4.4 Application to heterogeneous datasets

We use the ontology score in two use cases. (i) we combined data from TCGA and GTEx as well as (ii) data from the IHEC members Blueprint, DEEP, ENCODE and Roadmap.

Figure 6a shows the distribution of the ontology score in the first use case. The RUV method does not perform well according to the ontology score, while SVA seems to be able to successfully adjust GTEx data, while exhibiting poor performance on TCGA data. Combat shows only marginal improvement in the ontology scores.
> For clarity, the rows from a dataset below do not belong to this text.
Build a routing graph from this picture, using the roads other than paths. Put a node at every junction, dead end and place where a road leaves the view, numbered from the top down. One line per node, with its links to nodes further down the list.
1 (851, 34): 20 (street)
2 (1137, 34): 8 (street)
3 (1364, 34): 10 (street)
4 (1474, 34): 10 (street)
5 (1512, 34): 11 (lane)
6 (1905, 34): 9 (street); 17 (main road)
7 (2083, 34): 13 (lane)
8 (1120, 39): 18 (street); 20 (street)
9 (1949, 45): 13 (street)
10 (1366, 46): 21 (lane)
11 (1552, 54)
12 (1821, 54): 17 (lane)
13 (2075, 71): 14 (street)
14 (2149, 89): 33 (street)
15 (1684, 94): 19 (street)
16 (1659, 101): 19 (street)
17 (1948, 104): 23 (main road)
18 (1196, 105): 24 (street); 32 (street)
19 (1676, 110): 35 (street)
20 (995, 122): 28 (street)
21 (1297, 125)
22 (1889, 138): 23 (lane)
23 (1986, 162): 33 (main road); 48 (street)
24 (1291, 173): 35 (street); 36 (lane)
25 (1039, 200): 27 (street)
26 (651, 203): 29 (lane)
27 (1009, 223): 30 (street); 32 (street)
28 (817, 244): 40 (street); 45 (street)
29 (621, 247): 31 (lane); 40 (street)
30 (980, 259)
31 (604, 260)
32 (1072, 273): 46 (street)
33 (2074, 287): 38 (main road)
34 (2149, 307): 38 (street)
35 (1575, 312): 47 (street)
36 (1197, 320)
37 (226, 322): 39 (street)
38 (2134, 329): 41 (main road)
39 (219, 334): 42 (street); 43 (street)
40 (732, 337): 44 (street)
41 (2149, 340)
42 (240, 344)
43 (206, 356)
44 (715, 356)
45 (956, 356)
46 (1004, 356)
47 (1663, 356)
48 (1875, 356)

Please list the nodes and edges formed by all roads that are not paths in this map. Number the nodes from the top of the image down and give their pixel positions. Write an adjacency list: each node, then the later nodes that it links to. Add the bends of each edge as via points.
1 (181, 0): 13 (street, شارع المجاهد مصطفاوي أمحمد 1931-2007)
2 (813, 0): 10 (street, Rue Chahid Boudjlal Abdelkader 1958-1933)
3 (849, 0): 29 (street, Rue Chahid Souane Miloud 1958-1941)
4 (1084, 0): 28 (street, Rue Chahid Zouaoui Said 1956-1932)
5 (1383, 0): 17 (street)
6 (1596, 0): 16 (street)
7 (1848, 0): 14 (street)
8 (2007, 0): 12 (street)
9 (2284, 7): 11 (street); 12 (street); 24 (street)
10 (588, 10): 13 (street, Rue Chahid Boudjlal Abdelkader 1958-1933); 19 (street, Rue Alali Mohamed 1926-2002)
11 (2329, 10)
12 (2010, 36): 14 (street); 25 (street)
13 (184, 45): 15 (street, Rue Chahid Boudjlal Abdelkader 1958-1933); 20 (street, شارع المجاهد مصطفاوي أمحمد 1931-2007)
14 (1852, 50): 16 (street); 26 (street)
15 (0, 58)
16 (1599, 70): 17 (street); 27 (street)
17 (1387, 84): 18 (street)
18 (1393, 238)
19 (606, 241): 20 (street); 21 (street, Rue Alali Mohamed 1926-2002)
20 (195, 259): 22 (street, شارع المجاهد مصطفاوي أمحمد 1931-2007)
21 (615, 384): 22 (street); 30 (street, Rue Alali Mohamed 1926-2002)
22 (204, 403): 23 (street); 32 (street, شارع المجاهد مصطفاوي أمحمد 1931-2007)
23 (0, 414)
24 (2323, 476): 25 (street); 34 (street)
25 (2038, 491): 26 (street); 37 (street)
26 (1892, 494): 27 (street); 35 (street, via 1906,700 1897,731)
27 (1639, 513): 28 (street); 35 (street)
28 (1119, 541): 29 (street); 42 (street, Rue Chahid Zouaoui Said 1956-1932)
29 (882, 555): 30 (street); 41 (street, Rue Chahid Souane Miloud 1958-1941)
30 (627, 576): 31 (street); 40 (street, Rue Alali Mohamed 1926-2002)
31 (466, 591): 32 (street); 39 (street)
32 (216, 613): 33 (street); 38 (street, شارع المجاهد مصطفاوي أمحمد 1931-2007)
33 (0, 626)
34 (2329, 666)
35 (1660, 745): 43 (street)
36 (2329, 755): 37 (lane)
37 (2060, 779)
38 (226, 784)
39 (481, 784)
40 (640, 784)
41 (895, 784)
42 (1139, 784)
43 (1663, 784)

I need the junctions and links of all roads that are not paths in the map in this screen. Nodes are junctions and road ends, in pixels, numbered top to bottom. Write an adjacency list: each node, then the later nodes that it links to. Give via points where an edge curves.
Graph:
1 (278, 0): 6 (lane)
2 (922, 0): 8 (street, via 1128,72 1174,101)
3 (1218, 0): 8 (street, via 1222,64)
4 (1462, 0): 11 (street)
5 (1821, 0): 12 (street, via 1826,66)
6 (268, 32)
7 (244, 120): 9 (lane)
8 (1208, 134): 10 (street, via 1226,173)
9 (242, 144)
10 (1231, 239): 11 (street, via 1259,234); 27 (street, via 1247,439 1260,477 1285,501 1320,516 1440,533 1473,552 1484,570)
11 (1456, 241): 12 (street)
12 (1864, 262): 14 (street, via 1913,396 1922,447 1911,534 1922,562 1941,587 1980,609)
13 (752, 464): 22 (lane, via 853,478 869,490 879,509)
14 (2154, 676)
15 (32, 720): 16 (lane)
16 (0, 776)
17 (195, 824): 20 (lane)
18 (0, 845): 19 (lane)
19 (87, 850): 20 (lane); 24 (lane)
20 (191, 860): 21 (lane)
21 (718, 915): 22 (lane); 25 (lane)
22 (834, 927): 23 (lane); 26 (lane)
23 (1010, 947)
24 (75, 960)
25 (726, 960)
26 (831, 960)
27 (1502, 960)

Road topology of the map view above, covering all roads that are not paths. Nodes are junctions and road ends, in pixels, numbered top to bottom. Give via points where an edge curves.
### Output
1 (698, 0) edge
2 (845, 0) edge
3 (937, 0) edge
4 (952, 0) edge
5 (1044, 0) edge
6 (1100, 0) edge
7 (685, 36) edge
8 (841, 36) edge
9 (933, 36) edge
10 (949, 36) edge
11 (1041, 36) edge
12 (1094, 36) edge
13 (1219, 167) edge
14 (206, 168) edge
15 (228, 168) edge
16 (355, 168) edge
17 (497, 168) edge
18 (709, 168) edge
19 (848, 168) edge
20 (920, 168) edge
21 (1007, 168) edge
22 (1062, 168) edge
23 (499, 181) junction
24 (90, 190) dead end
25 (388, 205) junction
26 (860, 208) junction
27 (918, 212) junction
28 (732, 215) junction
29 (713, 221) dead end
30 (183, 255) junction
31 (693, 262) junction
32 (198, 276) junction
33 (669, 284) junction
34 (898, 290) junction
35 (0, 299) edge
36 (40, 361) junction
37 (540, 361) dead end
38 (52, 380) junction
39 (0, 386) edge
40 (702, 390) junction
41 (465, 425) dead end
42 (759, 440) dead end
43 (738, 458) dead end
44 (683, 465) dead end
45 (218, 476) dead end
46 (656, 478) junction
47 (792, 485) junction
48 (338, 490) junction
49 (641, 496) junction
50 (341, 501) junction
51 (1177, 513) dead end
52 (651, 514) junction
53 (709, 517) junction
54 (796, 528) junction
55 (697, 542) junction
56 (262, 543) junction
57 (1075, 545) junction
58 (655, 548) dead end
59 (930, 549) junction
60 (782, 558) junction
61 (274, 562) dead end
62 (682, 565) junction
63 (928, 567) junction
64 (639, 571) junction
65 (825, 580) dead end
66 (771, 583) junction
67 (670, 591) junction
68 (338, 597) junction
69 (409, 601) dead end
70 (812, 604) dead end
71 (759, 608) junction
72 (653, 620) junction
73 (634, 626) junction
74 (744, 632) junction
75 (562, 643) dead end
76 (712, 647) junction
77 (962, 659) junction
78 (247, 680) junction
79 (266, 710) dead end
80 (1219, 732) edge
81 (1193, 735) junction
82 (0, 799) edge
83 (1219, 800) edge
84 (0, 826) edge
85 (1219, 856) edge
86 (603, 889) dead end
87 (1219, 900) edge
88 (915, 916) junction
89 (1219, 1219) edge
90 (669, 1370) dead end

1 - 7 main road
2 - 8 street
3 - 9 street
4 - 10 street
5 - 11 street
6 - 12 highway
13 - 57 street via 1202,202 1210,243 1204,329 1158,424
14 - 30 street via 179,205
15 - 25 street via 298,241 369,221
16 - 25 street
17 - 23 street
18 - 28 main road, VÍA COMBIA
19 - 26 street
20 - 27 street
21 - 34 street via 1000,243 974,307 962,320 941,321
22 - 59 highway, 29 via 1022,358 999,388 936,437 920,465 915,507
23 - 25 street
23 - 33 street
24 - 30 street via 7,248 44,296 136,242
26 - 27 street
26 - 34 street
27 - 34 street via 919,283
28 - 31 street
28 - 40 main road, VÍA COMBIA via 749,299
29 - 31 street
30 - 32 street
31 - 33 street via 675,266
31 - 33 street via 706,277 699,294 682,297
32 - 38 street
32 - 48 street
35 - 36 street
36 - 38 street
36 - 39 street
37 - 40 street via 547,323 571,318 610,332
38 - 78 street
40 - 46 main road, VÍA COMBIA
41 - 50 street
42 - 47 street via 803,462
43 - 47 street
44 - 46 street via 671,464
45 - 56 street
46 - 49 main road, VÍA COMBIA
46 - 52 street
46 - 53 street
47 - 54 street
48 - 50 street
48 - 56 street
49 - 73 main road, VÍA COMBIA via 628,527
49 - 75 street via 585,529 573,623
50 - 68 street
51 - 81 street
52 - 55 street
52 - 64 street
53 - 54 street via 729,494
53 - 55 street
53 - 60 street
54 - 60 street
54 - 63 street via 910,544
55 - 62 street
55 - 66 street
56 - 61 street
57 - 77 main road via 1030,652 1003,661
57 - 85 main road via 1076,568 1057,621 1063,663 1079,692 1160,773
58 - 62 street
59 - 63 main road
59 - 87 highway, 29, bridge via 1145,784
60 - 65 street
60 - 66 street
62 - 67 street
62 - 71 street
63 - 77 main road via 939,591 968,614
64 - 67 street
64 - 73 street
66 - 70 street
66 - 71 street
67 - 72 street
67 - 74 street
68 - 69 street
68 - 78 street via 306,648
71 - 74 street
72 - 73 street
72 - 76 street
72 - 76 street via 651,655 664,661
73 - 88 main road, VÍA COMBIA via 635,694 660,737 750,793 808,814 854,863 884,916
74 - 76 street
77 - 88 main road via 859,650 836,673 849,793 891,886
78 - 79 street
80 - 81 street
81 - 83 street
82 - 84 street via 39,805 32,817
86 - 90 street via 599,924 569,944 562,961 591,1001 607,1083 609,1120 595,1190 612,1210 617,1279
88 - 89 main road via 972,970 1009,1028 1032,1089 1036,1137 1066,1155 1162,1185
Figure 6b as well as Supplementary Figure S5 highlight that a more fine-grained view is useful to learn which samples and batches benefit from BEA. Without separating ontology scores by tissues and projects little differences are revealed (Supplementary Fig. S5a). Splitting the ontology score distribution for individual tissues reveals that SVA introduces negative scores for prostate samples (Supplementary Fig. S5a and b). Further splitting by tissue and project reveals additional details (Fig. 6b and Supplementary Fig. S5c), e.g. that SVA could not improve the quality of liver data in TCGA, while it did improve it in GTEx data. Splitting up ontology scores in this fashion offers an explanation for the score difference observed between TCGA and GTEx, which are not apparent in a visual inspection of PCA plots (Supplementary Fig. S6). Moreover, the ontology score reveals potential issues not visible by PCA. For instance, Figure 6c shows SVA leads to a visually perfect separation of samples according to tissues whereas the ontology score suggests that the cluster with the prostate samples is not in the expected position relative to other tissue types, suggesting that SVA may have introduced an artifact here. Indeed, a closer investigation of the correlations of prostate samples with samples of other types confirmed this (Supplementary Fig. S11). Overall, our results suggest that BEA does not seem beneficial in this particular use case.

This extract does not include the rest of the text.